(Working data Opens)

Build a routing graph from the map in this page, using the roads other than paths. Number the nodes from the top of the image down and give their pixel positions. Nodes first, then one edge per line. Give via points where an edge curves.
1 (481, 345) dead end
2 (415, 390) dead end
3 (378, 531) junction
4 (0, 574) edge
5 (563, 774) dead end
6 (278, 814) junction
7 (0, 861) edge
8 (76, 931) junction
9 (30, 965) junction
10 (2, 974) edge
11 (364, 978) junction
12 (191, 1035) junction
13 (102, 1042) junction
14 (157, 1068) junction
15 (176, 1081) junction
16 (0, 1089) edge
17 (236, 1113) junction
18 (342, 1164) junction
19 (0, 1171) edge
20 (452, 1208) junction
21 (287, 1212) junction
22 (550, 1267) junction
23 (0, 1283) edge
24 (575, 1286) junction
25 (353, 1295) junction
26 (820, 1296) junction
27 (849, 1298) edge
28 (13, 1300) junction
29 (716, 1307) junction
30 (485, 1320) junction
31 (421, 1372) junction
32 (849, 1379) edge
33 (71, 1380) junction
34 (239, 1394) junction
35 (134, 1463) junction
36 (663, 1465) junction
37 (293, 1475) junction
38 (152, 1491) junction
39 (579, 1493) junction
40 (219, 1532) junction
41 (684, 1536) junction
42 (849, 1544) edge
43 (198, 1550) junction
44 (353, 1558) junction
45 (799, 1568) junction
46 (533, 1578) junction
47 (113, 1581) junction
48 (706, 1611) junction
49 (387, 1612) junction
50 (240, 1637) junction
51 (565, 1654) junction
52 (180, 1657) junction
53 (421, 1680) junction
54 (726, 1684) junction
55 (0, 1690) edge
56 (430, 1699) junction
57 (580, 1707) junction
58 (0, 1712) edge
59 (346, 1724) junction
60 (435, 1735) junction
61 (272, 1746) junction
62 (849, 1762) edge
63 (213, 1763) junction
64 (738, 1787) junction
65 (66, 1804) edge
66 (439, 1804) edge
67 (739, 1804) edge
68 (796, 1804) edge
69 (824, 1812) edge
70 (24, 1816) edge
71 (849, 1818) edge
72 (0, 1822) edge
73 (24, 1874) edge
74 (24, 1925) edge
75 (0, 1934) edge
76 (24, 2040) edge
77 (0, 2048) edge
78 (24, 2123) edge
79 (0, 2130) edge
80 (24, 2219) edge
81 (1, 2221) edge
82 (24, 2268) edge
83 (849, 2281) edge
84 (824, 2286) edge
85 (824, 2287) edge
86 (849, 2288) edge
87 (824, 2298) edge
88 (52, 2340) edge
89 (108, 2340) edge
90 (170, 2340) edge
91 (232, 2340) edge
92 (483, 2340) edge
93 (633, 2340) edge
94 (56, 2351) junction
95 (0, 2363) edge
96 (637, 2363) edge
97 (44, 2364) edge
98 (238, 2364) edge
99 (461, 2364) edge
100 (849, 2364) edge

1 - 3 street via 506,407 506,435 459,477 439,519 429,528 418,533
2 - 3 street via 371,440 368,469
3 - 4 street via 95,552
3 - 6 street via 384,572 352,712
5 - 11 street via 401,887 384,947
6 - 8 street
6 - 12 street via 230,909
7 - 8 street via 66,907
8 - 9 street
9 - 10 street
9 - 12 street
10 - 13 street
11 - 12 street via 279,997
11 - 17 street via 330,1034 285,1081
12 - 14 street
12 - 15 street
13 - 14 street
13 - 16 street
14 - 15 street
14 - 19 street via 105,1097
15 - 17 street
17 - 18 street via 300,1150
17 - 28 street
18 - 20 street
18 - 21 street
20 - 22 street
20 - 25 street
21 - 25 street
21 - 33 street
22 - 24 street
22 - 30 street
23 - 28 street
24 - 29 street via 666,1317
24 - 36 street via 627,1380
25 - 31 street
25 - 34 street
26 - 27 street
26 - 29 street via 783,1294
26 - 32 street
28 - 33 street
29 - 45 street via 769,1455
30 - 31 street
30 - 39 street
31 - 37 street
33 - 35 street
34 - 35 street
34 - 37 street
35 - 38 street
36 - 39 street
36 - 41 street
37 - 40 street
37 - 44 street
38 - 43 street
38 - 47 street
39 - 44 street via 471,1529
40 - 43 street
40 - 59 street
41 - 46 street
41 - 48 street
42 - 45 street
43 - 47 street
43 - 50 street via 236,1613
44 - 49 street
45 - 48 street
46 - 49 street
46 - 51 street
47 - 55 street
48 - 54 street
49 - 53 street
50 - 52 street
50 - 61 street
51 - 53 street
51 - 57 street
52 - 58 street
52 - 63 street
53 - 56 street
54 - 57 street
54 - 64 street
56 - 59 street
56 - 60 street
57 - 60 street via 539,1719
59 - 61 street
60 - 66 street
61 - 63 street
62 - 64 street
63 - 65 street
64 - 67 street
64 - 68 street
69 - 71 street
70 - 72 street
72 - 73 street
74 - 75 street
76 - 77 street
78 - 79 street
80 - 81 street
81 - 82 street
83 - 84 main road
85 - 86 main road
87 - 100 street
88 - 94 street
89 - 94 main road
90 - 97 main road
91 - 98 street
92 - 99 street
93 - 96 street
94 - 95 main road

(Working data Closes)

◆ **About this task**: Where a line in the entries holds "main", copy that line.

◆ **Solution below**:
83 - 84 main road
85 - 86 main road
89 - 94 main road
90 - 97 main road
94 - 95 main road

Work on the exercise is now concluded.